DATA LISTING Start Marker
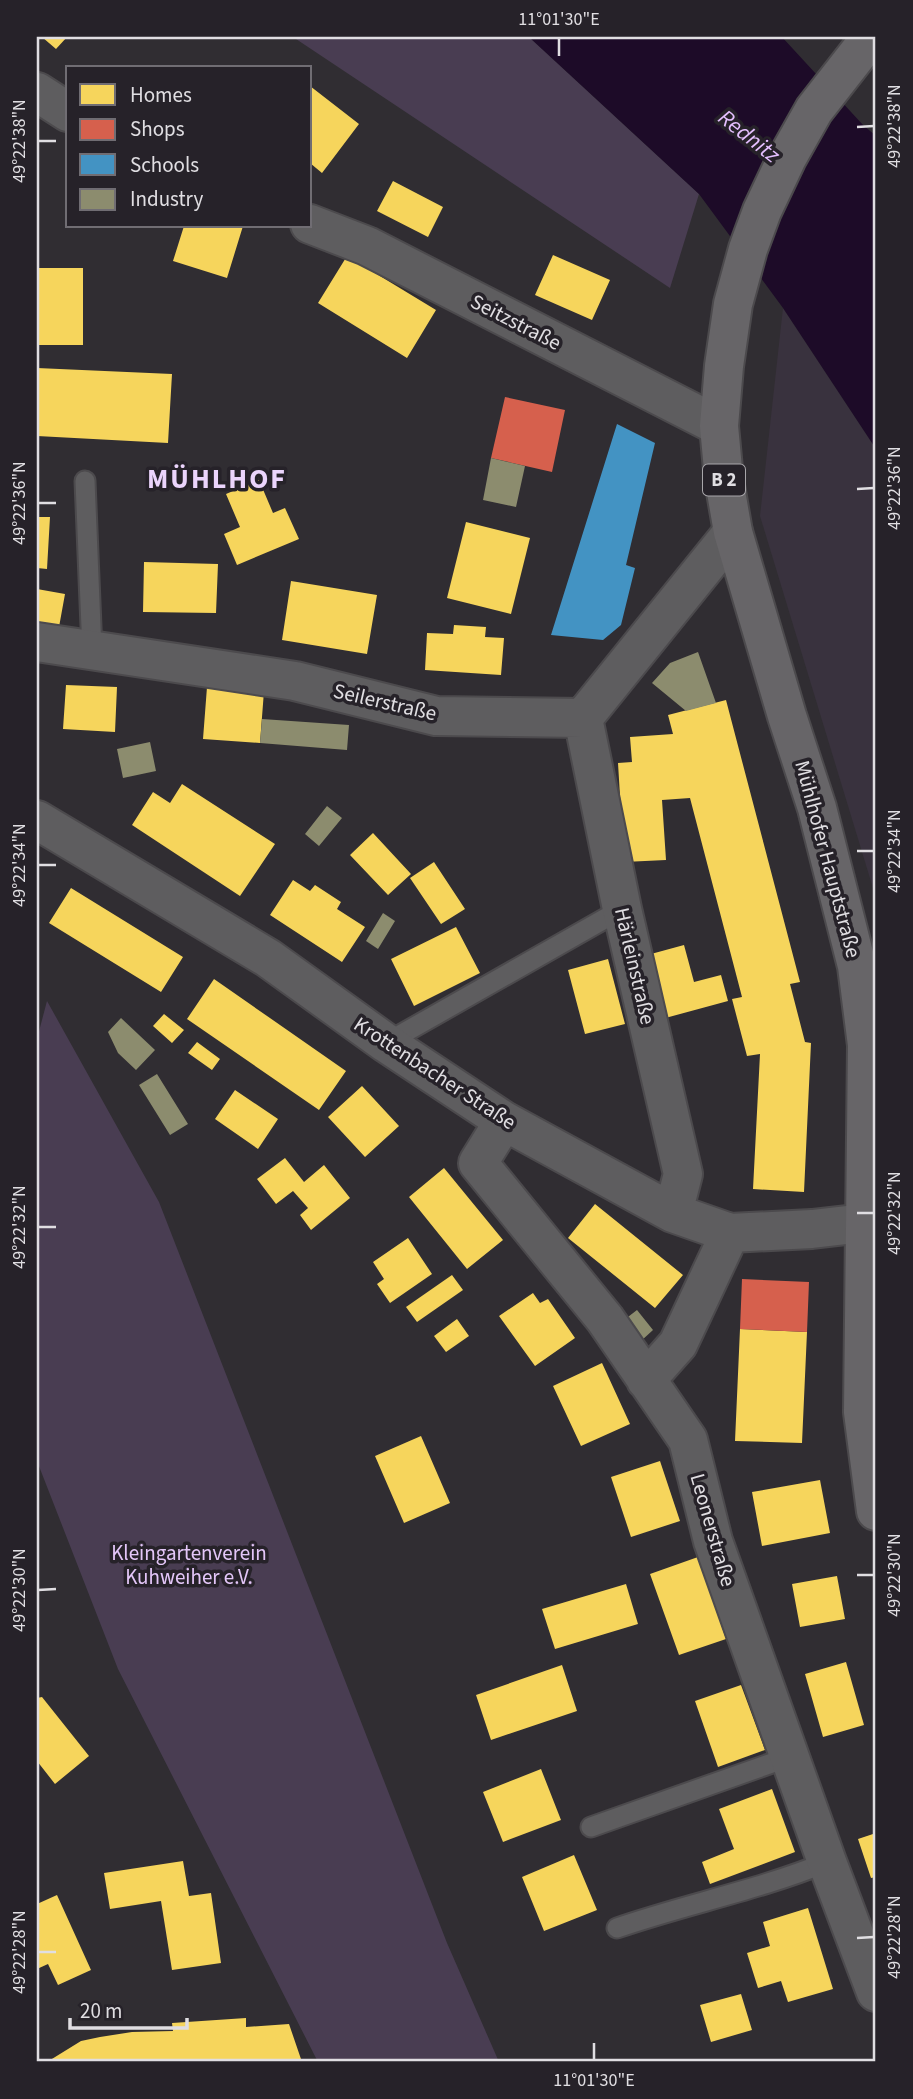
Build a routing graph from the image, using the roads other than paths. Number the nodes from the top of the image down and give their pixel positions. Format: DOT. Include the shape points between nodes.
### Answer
graph roads {
  1 [pos="871,37"];
  2 [pos="37,92"];
  3 [pos="66,111"];
  4 [pos="312,225"];
  5 [pos="719,426"];
  6 [pos="85,481"];
  7 [pos="733,533"];
  8 [pos="37,642"];
  9 [pos="92,651"];
  10 [pos="583,718"];
  11 [pos="37,820"];
  12 [pos="622,909"];
  13 [pos="868,989"];
  14 [pos="386,1043"];
  15 [pos="504,1121"];
  16 [pos="673,1213"];
  17 [pos="864,1223"];
  18 [pos="730,1233"];
  19 [pos="646,1380"];
  20 [pos="876,1511"];
  21 [pos="789,1756"];
  22 [pos="591,1827"];
  23 [pos="827,1862"];
  24 [pos="617,1928"];
  25 [pos="876,1992"];
  1 -- 5 [label="main road, B 2" via="814,110 762,211 733,304"];
  2 -- 3 [label="street"];
  4 -- 5 [label="street, Seitzstraße" via="367,246"];
  5 -- 7 [label="main road, Mühlhofer Hauptstraße / B 2"];
  6 -- 9 [label="lane"];
  7 -- 10 [label="street"];
  7 -- 13 [label="main road, Mühlhofer Hauptstraße / B 2"];
  8 -- 9 [label="street, Seilerstraße"];
  9 -- 10 [label="street, Seilerstraße" via="295,681 436,716"];
  10 -- 12 [label="street, Härleinstraße"];
  11 -- 14 [label="street, Krottenbacher Straße" via="268,958"];
  12 -- 14 [label="lane"];
  12 -- 16 [label="street, Härleinstraße" via="683,1174"];
  13 -- 17 [label="main road, Mühlhofer Hauptstraße / B 2"];
  14 -- 15 [label="street, Krottenbacher Straße"];
  15 -- 16 [label="street, Krottenbacher Straße"];
  15 -- 19 [label="street, Leonerstraße" via="478,1163 605,1319"];
  16 -- 18 [label="street, Krottenbacher Straße"];
  17 -- 18 [label="street, Krottenbacher Straße"];
  17 -- 20 [label="main road, Mühlhofer Hauptstraße / B 2" via="863,1412"];
  18 -- 19 [label="street" via="678,1345"];
  19 -- 21 [label="street, Leonerstraße" via="688,1440 713,1541"];
  21 -- 22 [label="lane"];
  21 -- 23 [label="street, Leonerstraße"];
  23 -- 24 [label="lane"];
  23 -- 25 [label="street, Leonerstraße"];
}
DATA LISTING End Marker
WHAT YOU NEED TO DO
Each line of the material is to be output exactly. Images are not part of the expected output.

YOUR RESPONSE
Build a routing graph from the image, using the roads other than paths. Number the nodes from the top of the image down and give their pixel positions. Format: DOT. Include the shape points between nodes.
### Answer
graph roads {
  1 [pos="871,37"];
  2 [pos="37,92"];
  3 [pos="66,111"];
  4 [pos="312,225"];
  5 [pos="719,426"];
  6 [pos="85,481"];
  7 [pos="733,533"];
  8 [pos="37,642"];
  9 [pos="92,651"];
  10 [pos="583,718"];
  11 [pos="37,820"];
  12 [pos="622,909"];
  13 [pos="868,989"];
  14 [pos="386,1043"];
  15 [pos="504,1121"];
  16 [pos="673,1213"];
  17 [pos="864,1223"];
  18 [pos="730,1233"];
  19 [pos="646,1380"];
  20 [pos="876,1511"];
  21 [pos="789,1756"];
  22 [pos="591,1827"];
  23 [pos="827,1862"];
  24 [pos="617,1928"];
  25 [pos="876,1992"];
  1 -- 5 [label="main road, B 2" via="814,110 762,211 733,304"];
  2 -- 3 [label="street"];
  4 -- 5 [label="street, Seitzstraße" via="367,246"];
  5 -- 7 [label="main road, Mühlhofer Hauptstraße / B 2"];
  6 -- 9 [label="lane"];
  7 -- 10 [label="street"];
  7 -- 13 [label="main road, Mühlhofer Hauptstraße / B 2"];
  8 -- 9 [label="street, Seilerstraße"];
  9 -- 10 [label="street, Seilerstraße" via="295,681 436,716"];
  10 -- 12 [label="street, Härleinstraße"];
  11 -- 14 [label="street, Krottenbacher Straße" via="268,958"];
  12 -- 14 [label="lane"];
  12 -- 16 [label="street, Härleinstraße" via="683,1174"];
  13 -- 17 [label="main road, Mühlhofer Hauptstraße / B 2"];
  14 -- 15 [label="street, Krottenbacher Straße"];
  15 -- 16 [label="street, Krottenbacher Straße"];
  15 -- 19 [label="street, Leonerstraße" via="478,1163 605,1319"];
  16 -- 18 [label="street, Krottenbacher Straße"];
  17 -- 18 [label="street, Krottenbacher Straße"];
  17 -- 20 [label="main road, Mühlhofer Hauptstraße / B 2" via="863,1412"];
  18 -- 19 [label="street" via="678,1345"];
  19 -- 21 [label="street, Leonerstraße" via="688,1440 713,1541"];
  21 -- 22 [label="lane"];
  21 -- 23 [label="street, Leonerstraße"];
  23 -- 24 [label="lane"];
  23 -- 25 [label="street, Leonerstraße"];
}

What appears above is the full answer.